Set down all of the data again, character for character.

Collected data entries:
========================================
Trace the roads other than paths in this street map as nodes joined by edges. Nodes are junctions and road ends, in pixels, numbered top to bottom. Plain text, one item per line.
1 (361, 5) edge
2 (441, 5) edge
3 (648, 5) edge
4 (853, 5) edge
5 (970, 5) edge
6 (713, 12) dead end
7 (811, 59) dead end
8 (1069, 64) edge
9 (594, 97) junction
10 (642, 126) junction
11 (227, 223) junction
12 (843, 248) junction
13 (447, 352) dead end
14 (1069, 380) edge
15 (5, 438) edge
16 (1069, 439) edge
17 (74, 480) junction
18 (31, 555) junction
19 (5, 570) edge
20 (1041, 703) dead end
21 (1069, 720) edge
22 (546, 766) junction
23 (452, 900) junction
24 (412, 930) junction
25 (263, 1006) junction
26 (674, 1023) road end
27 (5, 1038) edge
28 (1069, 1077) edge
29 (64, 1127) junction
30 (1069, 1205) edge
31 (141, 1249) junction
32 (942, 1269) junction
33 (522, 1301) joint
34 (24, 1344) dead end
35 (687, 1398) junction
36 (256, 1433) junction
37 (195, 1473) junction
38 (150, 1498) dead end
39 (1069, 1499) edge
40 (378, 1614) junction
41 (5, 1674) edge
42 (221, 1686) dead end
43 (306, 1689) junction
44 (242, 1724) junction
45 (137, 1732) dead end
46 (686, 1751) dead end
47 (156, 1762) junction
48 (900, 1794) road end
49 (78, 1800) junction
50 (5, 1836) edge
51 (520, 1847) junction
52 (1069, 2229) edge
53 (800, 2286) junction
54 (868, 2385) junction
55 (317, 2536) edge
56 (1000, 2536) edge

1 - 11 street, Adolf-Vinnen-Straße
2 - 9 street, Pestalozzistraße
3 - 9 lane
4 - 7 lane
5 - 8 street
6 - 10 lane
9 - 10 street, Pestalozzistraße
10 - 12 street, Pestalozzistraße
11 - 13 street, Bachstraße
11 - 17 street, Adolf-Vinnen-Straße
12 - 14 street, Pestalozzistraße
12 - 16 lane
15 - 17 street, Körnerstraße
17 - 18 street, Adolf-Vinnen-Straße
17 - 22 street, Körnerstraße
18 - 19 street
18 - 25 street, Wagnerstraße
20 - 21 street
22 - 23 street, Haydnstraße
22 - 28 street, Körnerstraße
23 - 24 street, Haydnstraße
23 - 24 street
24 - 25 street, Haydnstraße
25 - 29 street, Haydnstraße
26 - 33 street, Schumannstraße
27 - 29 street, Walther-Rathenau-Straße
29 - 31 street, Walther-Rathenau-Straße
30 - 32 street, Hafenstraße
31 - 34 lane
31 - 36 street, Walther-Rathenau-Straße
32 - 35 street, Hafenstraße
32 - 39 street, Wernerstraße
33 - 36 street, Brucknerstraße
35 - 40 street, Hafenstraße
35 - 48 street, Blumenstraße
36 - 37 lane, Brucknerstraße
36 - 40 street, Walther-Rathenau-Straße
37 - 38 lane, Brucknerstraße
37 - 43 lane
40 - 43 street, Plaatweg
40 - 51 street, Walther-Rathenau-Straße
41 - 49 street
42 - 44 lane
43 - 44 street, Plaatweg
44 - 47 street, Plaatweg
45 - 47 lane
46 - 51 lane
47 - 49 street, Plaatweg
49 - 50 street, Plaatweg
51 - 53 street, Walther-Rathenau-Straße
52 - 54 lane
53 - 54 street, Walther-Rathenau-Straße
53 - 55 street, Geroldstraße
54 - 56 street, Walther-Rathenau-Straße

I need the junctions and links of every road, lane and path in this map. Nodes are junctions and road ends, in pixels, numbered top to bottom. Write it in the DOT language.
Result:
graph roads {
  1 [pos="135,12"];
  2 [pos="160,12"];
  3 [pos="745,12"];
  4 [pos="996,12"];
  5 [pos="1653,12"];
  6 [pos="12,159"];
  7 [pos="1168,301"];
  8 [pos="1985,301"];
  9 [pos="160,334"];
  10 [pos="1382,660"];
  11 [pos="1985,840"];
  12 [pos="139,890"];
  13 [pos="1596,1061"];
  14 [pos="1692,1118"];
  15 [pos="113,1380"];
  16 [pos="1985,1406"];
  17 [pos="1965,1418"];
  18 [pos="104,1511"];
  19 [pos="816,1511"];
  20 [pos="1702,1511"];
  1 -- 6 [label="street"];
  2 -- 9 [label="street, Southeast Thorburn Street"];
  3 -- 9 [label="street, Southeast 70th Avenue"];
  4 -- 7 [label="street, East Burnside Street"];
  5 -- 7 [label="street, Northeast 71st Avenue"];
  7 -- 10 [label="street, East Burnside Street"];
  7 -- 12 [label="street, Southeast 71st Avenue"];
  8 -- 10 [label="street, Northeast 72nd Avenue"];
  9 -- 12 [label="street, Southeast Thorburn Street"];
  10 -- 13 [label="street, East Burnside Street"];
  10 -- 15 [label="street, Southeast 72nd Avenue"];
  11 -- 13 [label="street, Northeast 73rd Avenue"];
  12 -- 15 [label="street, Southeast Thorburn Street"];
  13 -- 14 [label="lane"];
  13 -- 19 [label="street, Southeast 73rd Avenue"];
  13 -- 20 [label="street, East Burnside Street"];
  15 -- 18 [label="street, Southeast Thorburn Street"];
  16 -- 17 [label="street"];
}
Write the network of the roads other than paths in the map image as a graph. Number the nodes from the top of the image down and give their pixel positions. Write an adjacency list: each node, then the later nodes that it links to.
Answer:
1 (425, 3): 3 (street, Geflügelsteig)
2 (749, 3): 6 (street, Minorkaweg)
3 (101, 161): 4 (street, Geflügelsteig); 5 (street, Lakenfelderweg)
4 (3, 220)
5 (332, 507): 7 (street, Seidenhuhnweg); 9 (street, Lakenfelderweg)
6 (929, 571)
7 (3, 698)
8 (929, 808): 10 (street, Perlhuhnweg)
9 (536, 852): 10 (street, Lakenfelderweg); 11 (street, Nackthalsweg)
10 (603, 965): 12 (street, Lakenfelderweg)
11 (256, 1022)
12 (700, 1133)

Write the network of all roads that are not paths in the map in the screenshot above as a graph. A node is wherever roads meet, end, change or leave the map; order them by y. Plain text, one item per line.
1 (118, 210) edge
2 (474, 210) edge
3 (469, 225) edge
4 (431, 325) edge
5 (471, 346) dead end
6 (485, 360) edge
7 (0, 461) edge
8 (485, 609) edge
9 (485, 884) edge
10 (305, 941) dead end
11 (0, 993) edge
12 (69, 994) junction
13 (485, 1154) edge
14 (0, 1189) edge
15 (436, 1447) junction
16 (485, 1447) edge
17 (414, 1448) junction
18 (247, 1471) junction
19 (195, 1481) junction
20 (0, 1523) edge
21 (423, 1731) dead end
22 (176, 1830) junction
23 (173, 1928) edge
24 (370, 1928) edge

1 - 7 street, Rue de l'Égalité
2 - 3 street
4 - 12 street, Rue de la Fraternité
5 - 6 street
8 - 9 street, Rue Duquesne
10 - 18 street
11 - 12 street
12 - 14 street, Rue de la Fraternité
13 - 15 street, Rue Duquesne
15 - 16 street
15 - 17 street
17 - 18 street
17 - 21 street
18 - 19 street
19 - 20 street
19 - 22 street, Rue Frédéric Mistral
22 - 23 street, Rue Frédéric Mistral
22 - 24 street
========================================
## Exercise response
Trace the roads other than paths in this street map as nodes joined by edges. Nodes are junctions and road ends, in pixels, numbered top to bottom. Plain text, one item per line.
1 (361, 5) edge
2 (441, 5) edge
3 (648, 5) edge
4 (853, 5) edge
5 (970, 5) edge
6 (713, 12) dead end
7 (811, 59) dead end
8 (1069, 64) edge
9 (594, 97) junction
10 (642, 126) junction
11 (227, 223) junction
12 (843, 248) junction
13 (447, 352) dead end
14 (1069, 380) edge
15 (5, 438) edge
16 (1069, 439) edge
17 (74, 480) junction
18 (31, 555) junction
19 (5, 570) edge
20 (1041, 703) dead end
21 (1069, 720) edge
22 (546, 766) junction
23 (452, 900) junction
24 (412, 930) junction
25 (263, 1006) junction
26 (674, 1023) road end
27 (5, 1038) edge
28 (1069, 1077) edge
29 (64, 1127) junction
30 (1069, 1205) edge
31 (141, 1249) junction
32 (942, 1269) junction
33 (522, 1301) joint
34 (24, 1344) dead end
35 (687, 1398) junction
36 (256, 1433) junction
37 (195, 1473) junction
38 (150, 1498) dead end
39 (1069, 1499) edge
40 (378, 1614) junction
41 (5, 1674) edge
42 (221, 1686) dead end
43 (306, 1689) junction
44 (242, 1724) junction
45 (137, 1732) dead end
46 (686, 1751) dead end
47 (156, 1762) junction
48 (900, 1794) road end
49 (78, 1800) junction
50 (5, 1836) edge
51 (520, 1847) junction
52 (1069, 2229) edge
53 (800, 2286) junction
54 (868, 2385) junction
55 (317, 2536) edge
56 (1000, 2536) edge

1 - 11 street, Adolf-Vinnen-Straße
2 - 9 street, Pestalozzistraße
3 - 9 lane
4 - 7 lane
5 - 8 street
6 - 10 lane
9 - 10 street, Pestalozzistraße
10 - 12 street, Pestalozzistraße
11 - 13 street, Bachstraße
11 - 17 street, Adolf-Vinnen-Straße
12 - 14 street, Pestalozzistraße
12 - 16 lane
15 - 17 street, Körnerstraße
17 - 18 street, Adolf-Vinnen-Straße
17 - 22 street, Körnerstraße
18 - 19 street
18 - 25 street, Wagnerstraße
20 - 21 street
22 - 23 street, Haydnstraße
22 - 28 street, Körnerstraße
23 - 24 street, Haydnstraße
23 - 24 street
24 - 25 street, Haydnstraße
25 - 29 street, Haydnstraße
26 - 33 street, Schumannstraße
27 - 29 street, Walther-Rathenau-Straße
29 - 31 street, Walther-Rathenau-Straße
30 - 32 street, Hafenstraße
31 - 34 lane
31 - 36 street, Walther-Rathenau-Straße
32 - 35 street, Hafenstraße
32 - 39 street, Wernerstraße
33 - 36 street, Brucknerstraße
35 - 40 street, Hafenstraße
35 - 48 street, Blumenstraße
36 - 37 lane, Brucknerstraße
36 - 40 street, Walther-Rathenau-Straße
37 - 38 lane, Brucknerstraße
37 - 43 lane
40 - 43 street, Plaatweg
40 - 51 street, Walther-Rathenau-Straße
41 - 49 street
42 - 44 lane
43 - 44 street, Plaatweg
44 - 47 street, Plaatweg
45 - 47 lane
46 - 51 lane
47 - 49 street, Plaatweg
49 - 50 street, Plaatweg
51 - 53 street, Walther-Rathenau-Straße
52 - 54 lane
53 - 54 street, Walther-Rathenau-Straße
53 - 55 street, Geroldstraße
54 - 56 street, Walther-Rathenau-Straße

I need the junctions and links of every road, lane and path in this map. Nodes are junctions and road ends, in pixels, numbered top to bottom. Write it in the DOT language.
Result:
graph roads {
  1 [pos="135,12"];
  2 [pos="160,12"];
  3 [pos="745,12"];
  4 [pos="996,12"];
  5 [pos="1653,12"];
  6 [pos="12,159"];
  7 [pos="1168,301"];
  8 [pos="1985,301"];
  9 [pos="160,334"];
  10 [pos="1382,660"];
  11 [pos="1985,840"];
  12 [pos="139,890"];
  13 [pos="1596,1061"];
  14 [pos="1692,1118"];
  15 [pos="113,1380"];
  16 [pos="1985,1406"];
  17 [pos="1965,1418"];
  18 [pos="104,1511"];
  19 [pos="816,1511"];
  20 [pos="1702,1511"];
  1 -- 6 [label="street"];
  2 -- 9 [label="street, Southeast Thorburn Street"];
  3 -- 9 [label="street, Southeast 70th Avenue"];
  4 -- 7 [label="street, East Burnside Street"];
  5 -- 7 [label="street, Northeast 71st Avenue"];
  7 -- 10 [label="street, East Burnside Street"];
  7 -- 12 [label="street, Southeast 71st Avenue"];
  8 -- 10 [label="street, Northeast 72nd Avenue"];
  9 -- 12 [label="street, Southeast Thorburn Street"];
  10 -- 13 [label="street, East Burnside Street"];
  10 -- 15 [label="street, Southeast 72nd Avenue"];
  11 -- 13 [label="street, Northeast 73rd Avenue"];
  12 -- 15 [label="street, Southeast Thorburn Street"];
  13 -- 14 [label="lane"];
  13 -- 19 [label="street, Southeast 73rd Avenue"];
  13 -- 20 [label="street, East Burnside Street"];
  15 -- 18 [label="street, Southeast Thorburn Street"];
  16 -- 17 [label="street"];
}
Write the network of the roads other than paths in the map image as a graph. Number the nodes from the top of the image down and give their pixel positions. Write an adjacency list: each node, then the later nodes that it links to.
Answer:
1 (425, 3): 3 (street, Geflügelsteig)
2 (749, 3): 6 (street, Minorkaweg)
3 (101, 161): 4 (street, Geflügelsteig); 5 (street, Lakenfelderweg)
4 (3, 220)
5 (332, 507): 7 (street, Seidenhuhnweg); 9 (street, Lakenfelderweg)
6 (929, 571)
7 (3, 698)
8 (929, 808): 10 (street, Perlhuhnweg)
9 (536, 852): 10 (street, Lakenfelderweg); 11 (street, Nackthalsweg)
10 (603, 965): 12 (street, Lakenfelderweg)
11 (256, 1022)
12 (700, 1133)

Write the network of all roads that are not paths in the map in the screenshot above as a graph. A node is wherever roads meet, end, change or leave the map; order them by y. Plain text, one item per line.
1 (118, 210) edge
2 (474, 210) edge
3 (469, 225) edge
4 (431, 325) edge
5 (471, 346) dead end
6 (485, 360) edge
7 (0, 461) edge
8 (485, 609) edge
9 (485, 884) edge
10 (305, 941) dead end
11 (0, 993) edge
12 (69, 994) junction
13 (485, 1154) edge
14 (0, 1189) edge
15 (436, 1447) junction
16 (485, 1447) edge
17 (414, 1448) junction
18 (247, 1471) junction
19 (195, 1481) junction
20 (0, 1523) edge
21 (423, 1731) dead end
22 (176, 1830) junction
23 (173, 1928) edge
24 (370, 1928) edge

1 - 7 street, Rue de l'Égalité
2 - 3 street
4 - 12 street, Rue de la Fraternité
5 - 6 street
8 - 9 street, Rue Duquesne
10 - 18 street
11 - 12 street
12 - 14 street, Rue de la Fraternité
13 - 15 street, Rue Duquesne
15 - 16 street
15 - 17 street
17 - 18 street
17 - 21 street
18 - 19 street
19 - 20 street
19 - 22 street, Rue Frédéric Mistral
22 - 23 street, Rue Frédéric Mistral
22 - 24 street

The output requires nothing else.